Une goutte d’eau par rapport aux quantités nécessaires pour lutter contre le changement climatique, concède Michael Köpke, microbiologiste. Mais après avoir passé 15 ans à développer cette technique et prouvé sa faisabilité à grande échelle, l’ambition est aujourd’hui de multiplier les usines participantes.

« Nous voulons en arriver à un point où nous n’utiliserons que le carbone déjà extrait du sol, pour le garder en circulation », au lieu d’extraire davantage de pétrole et de gaz, explique M. Köpke.

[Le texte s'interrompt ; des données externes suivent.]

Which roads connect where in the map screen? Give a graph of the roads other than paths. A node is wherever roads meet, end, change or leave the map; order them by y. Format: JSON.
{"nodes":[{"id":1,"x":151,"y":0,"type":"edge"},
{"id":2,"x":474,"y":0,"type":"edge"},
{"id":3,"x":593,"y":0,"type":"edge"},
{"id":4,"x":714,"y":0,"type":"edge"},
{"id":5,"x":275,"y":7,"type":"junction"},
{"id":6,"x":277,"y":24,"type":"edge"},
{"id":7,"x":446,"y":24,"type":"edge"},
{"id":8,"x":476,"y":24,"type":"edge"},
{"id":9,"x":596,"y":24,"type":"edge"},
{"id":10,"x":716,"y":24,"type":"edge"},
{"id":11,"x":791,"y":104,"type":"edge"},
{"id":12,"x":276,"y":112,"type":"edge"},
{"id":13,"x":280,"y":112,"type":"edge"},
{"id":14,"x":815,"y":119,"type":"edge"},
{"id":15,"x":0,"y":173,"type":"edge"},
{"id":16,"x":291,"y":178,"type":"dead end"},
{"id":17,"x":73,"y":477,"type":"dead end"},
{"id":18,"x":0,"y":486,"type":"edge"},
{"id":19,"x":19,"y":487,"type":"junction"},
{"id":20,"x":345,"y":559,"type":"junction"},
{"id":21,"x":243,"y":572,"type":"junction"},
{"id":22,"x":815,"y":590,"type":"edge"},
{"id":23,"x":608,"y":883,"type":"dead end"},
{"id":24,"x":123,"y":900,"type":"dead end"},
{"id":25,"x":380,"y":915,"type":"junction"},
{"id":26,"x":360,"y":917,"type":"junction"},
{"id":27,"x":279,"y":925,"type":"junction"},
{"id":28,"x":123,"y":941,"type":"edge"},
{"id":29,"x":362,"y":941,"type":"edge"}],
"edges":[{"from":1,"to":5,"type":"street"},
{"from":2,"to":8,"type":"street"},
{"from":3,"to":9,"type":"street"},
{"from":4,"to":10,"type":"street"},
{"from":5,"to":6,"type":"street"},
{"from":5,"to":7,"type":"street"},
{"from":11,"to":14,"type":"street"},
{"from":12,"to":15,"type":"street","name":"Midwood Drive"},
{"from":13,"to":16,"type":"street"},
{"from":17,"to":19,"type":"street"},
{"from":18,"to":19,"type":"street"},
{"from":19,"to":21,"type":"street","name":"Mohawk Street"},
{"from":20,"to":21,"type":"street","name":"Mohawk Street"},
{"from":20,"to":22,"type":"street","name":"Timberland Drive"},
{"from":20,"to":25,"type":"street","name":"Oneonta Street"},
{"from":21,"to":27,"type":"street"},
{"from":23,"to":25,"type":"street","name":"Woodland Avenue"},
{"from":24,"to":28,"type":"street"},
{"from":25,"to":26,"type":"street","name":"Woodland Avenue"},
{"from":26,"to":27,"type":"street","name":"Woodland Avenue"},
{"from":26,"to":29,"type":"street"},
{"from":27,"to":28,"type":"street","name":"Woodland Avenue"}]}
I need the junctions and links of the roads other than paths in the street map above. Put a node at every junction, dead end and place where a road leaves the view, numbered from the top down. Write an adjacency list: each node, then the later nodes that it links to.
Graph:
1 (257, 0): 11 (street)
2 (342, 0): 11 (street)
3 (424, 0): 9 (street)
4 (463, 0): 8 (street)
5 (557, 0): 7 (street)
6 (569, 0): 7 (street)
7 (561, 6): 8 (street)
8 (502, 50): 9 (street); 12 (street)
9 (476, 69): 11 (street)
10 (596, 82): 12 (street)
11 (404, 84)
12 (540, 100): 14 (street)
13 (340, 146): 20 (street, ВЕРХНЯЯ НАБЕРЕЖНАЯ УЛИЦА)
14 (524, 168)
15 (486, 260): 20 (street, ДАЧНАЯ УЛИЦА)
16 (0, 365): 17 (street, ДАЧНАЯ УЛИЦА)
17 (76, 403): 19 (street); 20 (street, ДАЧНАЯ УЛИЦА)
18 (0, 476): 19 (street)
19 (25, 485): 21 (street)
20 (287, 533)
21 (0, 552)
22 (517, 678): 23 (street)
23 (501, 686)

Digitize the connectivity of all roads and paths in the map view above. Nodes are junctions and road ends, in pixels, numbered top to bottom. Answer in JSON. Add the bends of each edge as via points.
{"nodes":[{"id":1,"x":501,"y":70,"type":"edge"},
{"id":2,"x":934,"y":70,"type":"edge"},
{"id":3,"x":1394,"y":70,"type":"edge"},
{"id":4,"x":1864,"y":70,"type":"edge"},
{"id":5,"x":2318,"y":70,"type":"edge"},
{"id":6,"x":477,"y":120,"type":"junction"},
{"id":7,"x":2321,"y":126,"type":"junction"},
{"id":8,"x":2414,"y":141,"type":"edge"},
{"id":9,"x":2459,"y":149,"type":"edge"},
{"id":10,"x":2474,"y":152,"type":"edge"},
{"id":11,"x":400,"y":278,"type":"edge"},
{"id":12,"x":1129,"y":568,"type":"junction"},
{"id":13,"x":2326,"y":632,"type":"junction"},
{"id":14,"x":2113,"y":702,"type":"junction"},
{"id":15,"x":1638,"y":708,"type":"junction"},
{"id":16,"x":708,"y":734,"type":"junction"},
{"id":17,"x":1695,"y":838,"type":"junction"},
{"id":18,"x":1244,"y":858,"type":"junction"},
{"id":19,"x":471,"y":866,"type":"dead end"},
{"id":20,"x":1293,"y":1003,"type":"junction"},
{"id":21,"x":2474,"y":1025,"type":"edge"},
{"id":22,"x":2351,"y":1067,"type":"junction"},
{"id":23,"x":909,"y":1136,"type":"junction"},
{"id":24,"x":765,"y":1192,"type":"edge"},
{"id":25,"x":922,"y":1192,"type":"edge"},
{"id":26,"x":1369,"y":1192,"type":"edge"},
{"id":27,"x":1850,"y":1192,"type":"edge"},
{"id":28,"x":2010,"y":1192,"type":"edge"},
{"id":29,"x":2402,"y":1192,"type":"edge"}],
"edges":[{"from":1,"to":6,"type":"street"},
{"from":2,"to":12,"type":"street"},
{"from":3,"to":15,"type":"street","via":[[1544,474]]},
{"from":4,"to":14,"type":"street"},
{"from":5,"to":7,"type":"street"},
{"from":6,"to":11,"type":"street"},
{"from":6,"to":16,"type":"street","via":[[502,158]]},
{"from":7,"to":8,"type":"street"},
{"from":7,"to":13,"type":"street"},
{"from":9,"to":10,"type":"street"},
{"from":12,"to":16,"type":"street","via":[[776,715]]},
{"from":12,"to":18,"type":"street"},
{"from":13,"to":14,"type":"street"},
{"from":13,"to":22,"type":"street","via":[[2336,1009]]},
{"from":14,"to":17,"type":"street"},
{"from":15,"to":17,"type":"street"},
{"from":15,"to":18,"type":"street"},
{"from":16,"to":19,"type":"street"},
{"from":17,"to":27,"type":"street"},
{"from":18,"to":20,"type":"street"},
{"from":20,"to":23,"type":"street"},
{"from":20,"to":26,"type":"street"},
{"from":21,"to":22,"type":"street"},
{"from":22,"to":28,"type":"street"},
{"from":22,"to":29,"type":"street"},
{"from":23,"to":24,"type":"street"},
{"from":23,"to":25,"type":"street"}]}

Investissements industriels

LanzaTech compare sa technologie à la fabrication de la bière : mais au lieu de faire fermenter du sucre, la matière première est ici constituée de gaz à effet de serre, et le produit final est de l’éthanol.

La bactérie commercialisée a été identifiée il y a des décennies dans des excréments de lapins. L’entreprise l’a placée dans des conditions industrielles pour optimiser ses performances, « un peu comme on entraîne un athlète », compare Michael Köpke. Ces bactéries sont ensuite envoyées sous forme de poudre lyophilisée aux usines, qui prennent en charge la construction de réacteurs de plusieurs mètres de haut où elles seront déversées. Ces entreprises clientes récolteront ensuite les fruits de la vente d’éthanol, ainsi que l’image positive découlant de la réduction de leurs émissions.

Les sites chinois sont une aciérie et deux usines de ferroalliage. Six autres sites sont en cours de construction, dont un en Belgique pour une usine ArcelorMittal et un autre en Inde avec l’Indian Oil Company.

Puisque les bactéries peuvent ingérer du CO2, du monoxyde de carbone ou de l’hydrogène, le processus est très flexible, davantage que « n’importe quelle autre technologie de conversion de gaz », explique Zara Summers, vice-présidente pour la science chez LanzaTech. La matière première peut être « des ordures » que l’on gazéifie, « des déchets agricoles, ou les gaz rejetés par n’importe quelle industrie lourde », explique-t-elle.

Les différents partenariats établis ont déjà permis de créer, à partir de ces gaz, des produits ménagers vendus dans les rayons de la grande chaîne de supermarchés Migros, en Suisse, ou encore deux collections de robes pour Zara. Vendues autour de 90 dollars, elles sont fabriquées avec du polyester provenant à 20% des gaz capturés. Une fois purifié, pour ôter toute odeur résiduelle, cet éthanol est également utilisé pour la fabrication des parfums du groupe Coty. La création d’ingrédients de parfumerie est même envisagée avec Givaudan.

Selon Mme Summers, l’humanité « aura toujours besoin de carbone », mais « à l’avenir, l’idée est qu’il ne soit plus perdu. (...) Au lieu de le libérer dans l’atmosphère, mettons-le dans des produits ».

Carburant durable

LanzaTech a également fondé une entreprise séparée, Lanzajet, afin d’utiliser l’éthanol généré comme carburant pour l’aviation ("sustainable aviation fuel", SAF). Augmenter la production globale de carburant durable est un immense défi pour ce secteur, qui cherche à se "verdir". Le but de l’entreprise est de produire près de 3,8 milliards de mètres cube de carburant par an d’ici 2030. Contrairement au bioéthanol produit à partir de blé, betteraves ou maïs, celui issu des gaz industriels ne prend pas la place de cultures.

Pour LanzaTech, le prochain défi est de commercialiser des bactéries produisant d’autres produits que l’éthanol. Des milliers de souches différentes sont ainsi testées dans ses laboratoires. « Nous avons déjà montré que nous pouvons produire plus de 100 produits chimiques », détaille Michael Köpke.

Il est particulièrement enthousiaste à l’idée de pouvoir transformer les gaz directement en éthylène, « le produit chimique le plus utilisé dans le monde », et dont la production génère aujourd’hui « presque autant » de CO2 que l’aviation. À l’heure actuelle, l’éthanol de LanzaTech doit être transformé en polyéthylène, mais cette étape pourrait ainsi être évitée - et économiser encore davantage d’énergie.